What Is The Definition Of Domestic Assault?
Domestic assault can refer to many different things. The most common term that is used when there is violence in a domestic relationship is “domestic violence.” This happens when people act violently toward someone with whom they have a relationship. It can be the abuse of a child, a spouse, or another close family member. Domestic assault is when someone harms another person within their house regardless of the definition of the relationship; if that relationship exists, then it falls under the umbrella of domestic assault.
Domestic violence can sometimes also be called “spousal abuse.” It is not usually just a “one and done” event, but is a systematic way that one person uses either physical or psychological harm to maintain control. Called a “cycle of violence,” the type of charges that can be issued depend on whether there were actual injuries, whether a minor child was involved, and whether there was already a pre-existing restraining order or protective order that was violated.
Rape and murder can also be forms of domestic assault; but it is usually less egregious behavior like hitting, pushing or slapping. Stalking, which is also illegal, also falls under the umbrella of domestic assault.
Is domestic assault a crime?
Depending on the state, domestic assault might or might not be a specific crime. This means that when there is violence between two related parties, if a state like NY recognizes domestic assault as a separate entity, then they would be charged with domestic violence or assault. If there are no statutes in place, then they might be charged with a crime like assault and battery. The reason that many states make domestic violence a separate charge is because it is a way that people use another person’s vulnerability in a relationship to harm them. Therefore, the courts tend to view it as a much more serious crime than when a stranger perpetuates violence on someone else.
What are the forms of domestic assault?
There are various forms of domestic assault that might be punishable by law, including:
Physical abuse involves battering, slapping, biting, hitting, pushing or any type of violent behavior against another person in a relationship.

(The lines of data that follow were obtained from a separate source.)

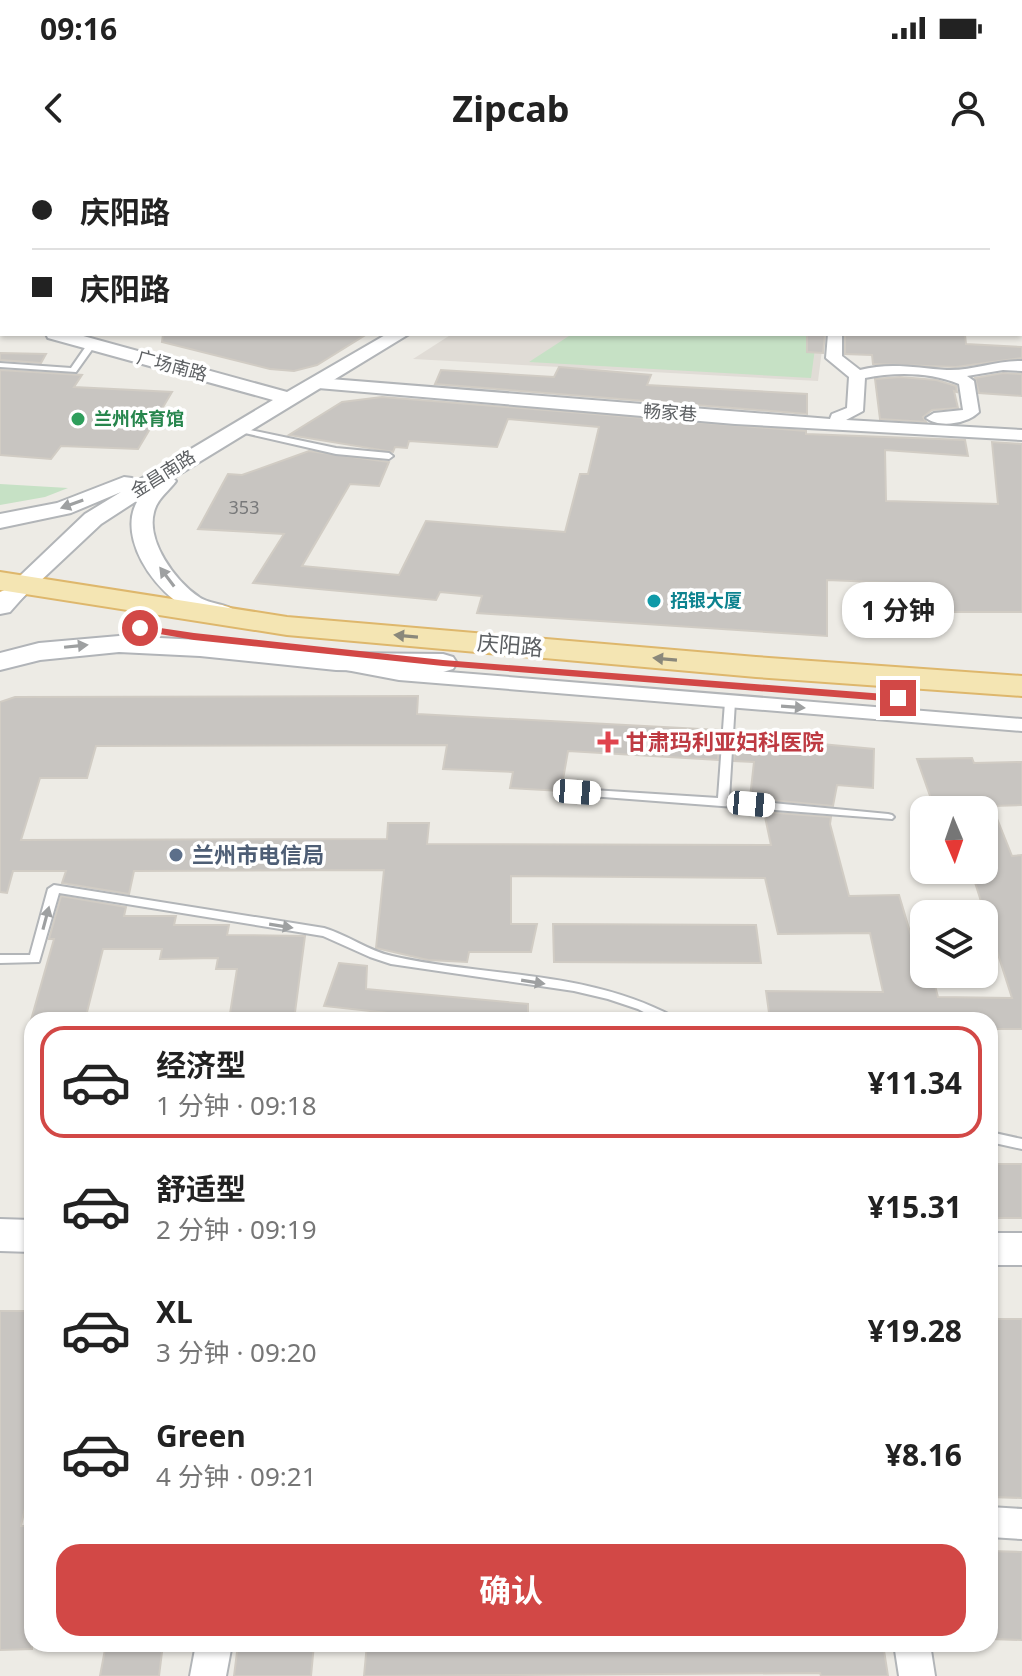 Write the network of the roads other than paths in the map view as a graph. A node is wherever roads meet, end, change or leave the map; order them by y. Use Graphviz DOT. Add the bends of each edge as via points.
graph roads {
  1 [pos="62,336"];
  2 [pos="397,336"];
  3 [pos="422,336"];
  4 [pos="835,336"];
  5 [pos="92,344"];
  6 [pos="0,365"];
  7 [pos="1022,366"];
  8 [pos="952,374"];
  9 [pos="857,375"];
  10 [pos="318,383"];
  11 [pos="290,399"];
  12 [pos="855,411"];
  13 [pos="838,425"];
  14 [pos="239,429"];
  15 [pos="1022,435"];
  16 [pos="196,454"];
  17 [pos="389,456"];
  18 [pos="0,521"];
  19 [pos="6,596"];
  20 [pos="287,626"];
  21 [pos="326,661"];
  22 [pos="0,662"];
  23 [pos="443,663"];
  24 [pos="1022,686"];
  25 [pos="730,702"];
  26 [pos="1022,707"];
  27 [pos="1022,725"];
  28 [pos="577,792"];
  29 [pos="723,802"];
  30 [pos="888,817"];
  31 [pos="0,959"];
  32 [pos="655,1012"];
  33 [pos="998,1139"];
  34 [pos="1022,1144"];
  35 [pos="0,1235"];
  36 [pos="24,1236"];
  37 [pos="998,1249"];
  38 [pos="1022,1249"];
  39 [pos="0,1256"];
  40 [pos="24,1257"];
  41 [pos="998,1270"];
  42 [pos="1022,1271"];
  43 [pos="998,1522"];
  44 [pos="1022,1524"];
  45 [pos="212,1652"];
  46 [pos="913,1652"];
  47 [pos="208,1676"];
  48 [pos="917,1676"];
  1 -- 5 [label="street, 广场南路"];
  2 -- 10 [label="street, 金昌南路"];
  3 -- 10 [label="street, 金昌南路" via="360,373"];
  4 -- 9 [label="street" via="834,358"];
  5 -- 6 [label="lane" via="73,370"];
  5 -- 11 [label="street, 广场南路"];
  7 -- 8 [label="street"];
  8 -- 9 [label="street" via="885,370"];
  8 -- 12 [label="street" via="966,381 971,412 962,417"];
  9 -- 12 [label="street"];
  10 -- 11 [label="street, 金昌南路"];
  10 -- 13 [label="street, 畅家巷"];
  11 -- 14 [label="street, 金昌南路"];
  12 -- 13 [label="street" via="838,417"];
  13 -- 15 [label="street, 畅家巷"];
  14 -- 16 [label="street, 金昌南路"];
  14 -- 17 [label="lane" via="336,451"];
  16 -- 18 [label="street, one-way" via="63,508"];
  16 -- 19 [label="street, 金昌南路" via="93,519"];
  20 -- 16 [label="street, one-way" via="192,603 170,583 147,548 142,513 165,481"];
  19 -- 20 [label="main road, 庆阳路"];
  19 -- 23 [label="main road, 庆阳路" via="194,637"];
  24 -- 20 [label="main road, 庆阳路, one-way"];
  22 -- 21 [label="main road, one-way" via="38,651 144,643"];
  21 -- 23 [label="main road"];
  21 -- 25 [label="street" via="399,674"];
  23 -- 26 [label="main road, 庆阳路"];
  25 -- 27 [label="street, one-way"];
  25 -- 29 [label="lane"];
  28 -- 29 [label="lane"];
  29 -- 30 [label="lane"];
  31 -- 32 [label="lane, one-way" via="35,959 54,889 328,933 388,959 580,989"];
  33 -- 34 [label="lane"];
  35 -- 36 [label="main road"];
  37 -- 38 [label="main road"];
  39 -- 40 [label="main road"];
  41 -- 42 [label="main road"];
  43 -- 44 [label="street"];
  45 -- 47 [label="street"];
  46 -- 48 [label="street"];
}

Sexual abuse is when the victim is coerced or attempted to be coerced into having nonconsensual sexual behavior or contact.
Emotional abuse is when the abuser attempts to deflate the victim’s self-esteem or self-worth to control or manipulate them.
Economic abuse is when the victim is controlled by someone making them reliant on the abuser through financially manipulating them.
What to do if you are domestically abused
If you are in a situation where you are being domestically abused, there are many things that you can do to get the abuse to stop. An order of protection is the first line of defense to protect yourself and your dependents and to stop the abusive behavior. Although they vary from state to state, there are different types of orders of protection that can be initiated by someone who is the victim of domestic assault.
If you are being abused, then the first thing to do is to call the police to report the incident. Often victims stay silent because they are fearful of reprisal if they speak up. If you are being domestically assaulted in any way, then it is not going to stop unless you make it. Once you have made the abuse known, law enforcement is required to take action to protect you. If you have a restraining or other order of protection and your abuser does not stop, they can end up in jail. Although you can file for an order of protection on your own, to be on the safe side it is best to hire a domestic violence lawyer NY to help keep you safe and to prove your case in court.
If you have an order of protection and your abuser refuses to follow it, then it is important for you to contact the proper authorities to make it stop. If your abuser does not follow the order of protection, then it is possible for them to face prison time. You don’t have to live with domestic abuse of any type; there are many resources available to help keep you and your loved ones safe.